START EXERCISE DATA

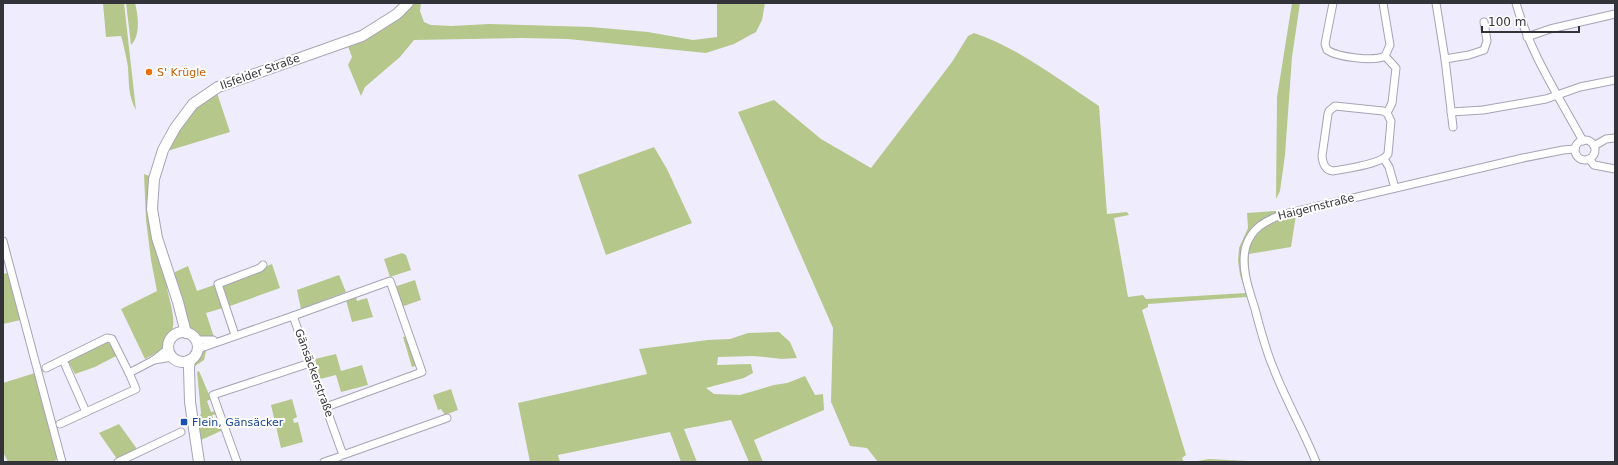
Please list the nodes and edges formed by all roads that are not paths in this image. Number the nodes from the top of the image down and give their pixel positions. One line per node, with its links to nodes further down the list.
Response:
1 (408, 3): 27 (main road, Ilsfelder Straße)
2 (1333, 3): 9 (street)
3 (1383, 3): 9 (street)
4 (1436, 3): 10 (street)
5 (1516, 3): 8 (street)
6 (1615, 14): 8 (street)
7 (1484, 22): 10 (street)
8 (1528, 37): 12 (street)
9 (1385, 56): 14 (street)
10 (1445, 59): 13 (street)
11 (1615, 80): 12 (street)
12 (1556, 95): 13 (street); 17 (street)
13 (1451, 112): 15 (street)
14 (1387, 113): 20 (street); 20 (street)
15 (1453, 127)
16 (1615, 138): 18 (street)
17 (1583, 141): 18 (street); 19 (street)
18 (1594, 146): 21 (street)
19 (1575, 149): 21 (street); 23 (street, Haigernstraße)
20 (1384, 159): 23 (street)
21 (1589, 159): 22 (street)
22 (1615, 169)
23 (1395, 188): 48 (street, Haigernstraße)
24 (3, 241): 43 (street)
25 (263, 265): 28 (street)
26 (293, 316): 28 (street, Gänsäckerstraße); 33 (street, Gänsäckerstraße); 37 (street)
27 (181, 333): 29 (main road); 30 (main road, Ilsfelder Straße)
28 (235, 335): 29 (street, Gänsäckerstraße)
29 (197, 344): 32 (main road)
30 (173, 355): 32 (main road); 35 (street); 36 (main road)
31 (63, 360): 34 (street); 35 (street); 38 (street)
32 (190, 360): 36 (main road)
33 (310, 363): 37 (street, Gänsäckerstraße); 46 (street)
34 (46, 368)
35 (129, 373): 38 (street)
36 (190, 402): 45 (main road)
37 (326, 407): 42 (street, Gänsäckerstraße)
38 (86, 412): 40 (street)
39 (447, 418): 42 (street)
40 (60, 424)
41 (181, 432): 44 (street)
42 (341, 458): 47 (street)
43 (62, 462)
44 (118, 462)
45 (199, 462)
46 (237, 462)
47 (324, 462)
48 (1316, 462)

END EXERCISE DATA

## WHAT YOU HAVE TO DO
Above is a listing with pictures. Write it out exactly without them.

## WRITTEN SOLUTION
Please list the nodes and edges formed by all roads that are not paths in this image. Number the nodes from the top of the image down and give their pixel positions. One line per node, with its links to nodes further down the list.
Response:
1 (408, 3): 27 (main road, Ilsfelder Straße)
2 (1333, 3): 9 (street)
3 (1383, 3): 9 (street)
4 (1436, 3): 10 (street)
5 (1516, 3): 8 (street)
6 (1615, 14): 8 (street)
7 (1484, 22): 10 (street)
8 (1528, 37): 12 (street)
9 (1385, 56): 14 (street)
10 (1445, 59): 13 (street)
11 (1615, 80): 12 (street)
12 (1556, 95): 13 (street); 17 (street)
13 (1451, 112): 15 (street)
14 (1387, 113): 20 (street); 20 (street)
15 (1453, 127)
16 (1615, 138): 18 (street)
17 (1583, 141): 18 (street); 19 (street)
18 (1594, 146): 21 (street)
19 (1575, 149): 21 (street); 23 (street, Haigernstraße)
20 (1384, 159): 23 (street)
21 (1589, 159): 22 (street)
22 (1615, 169)
23 (1395, 188): 48 (street, Haigernstraße)
24 (3, 241): 43 (street)
25 (263, 265): 28 (street)
26 (293, 316): 28 (street, Gänsäckerstraße); 33 (street, Gänsäckerstraße); 37 (street)
27 (181, 333): 29 (main road); 30 (main road, Ilsfelder Straße)
28 (235, 335): 29 (street, Gänsäckerstraße)
29 (197, 344): 32 (main road)
30 (173, 355): 32 (main road); 35 (street); 36 (main road)
31 (63, 360): 34 (street); 35 (street); 38 (street)
32 (190, 360): 36 (main road)
33 (310, 363): 37 (street, Gänsäckerstraße); 46 (street)
34 (46, 368)
35 (129, 373): 38 (street)
36 (190, 402): 45 (main road)
37 (326, 407): 42 (street, Gänsäckerstraße)
38 (86, 412): 40 (street)
39 (447, 418): 42 (street)
40 (60, 424)
41 (181, 432): 44 (street)
42 (341, 458): 47 (street)
43 (62, 462)
44 (118, 462)
45 (199, 462)
46 (237, 462)
47 (324, 462)
48 (1316, 462)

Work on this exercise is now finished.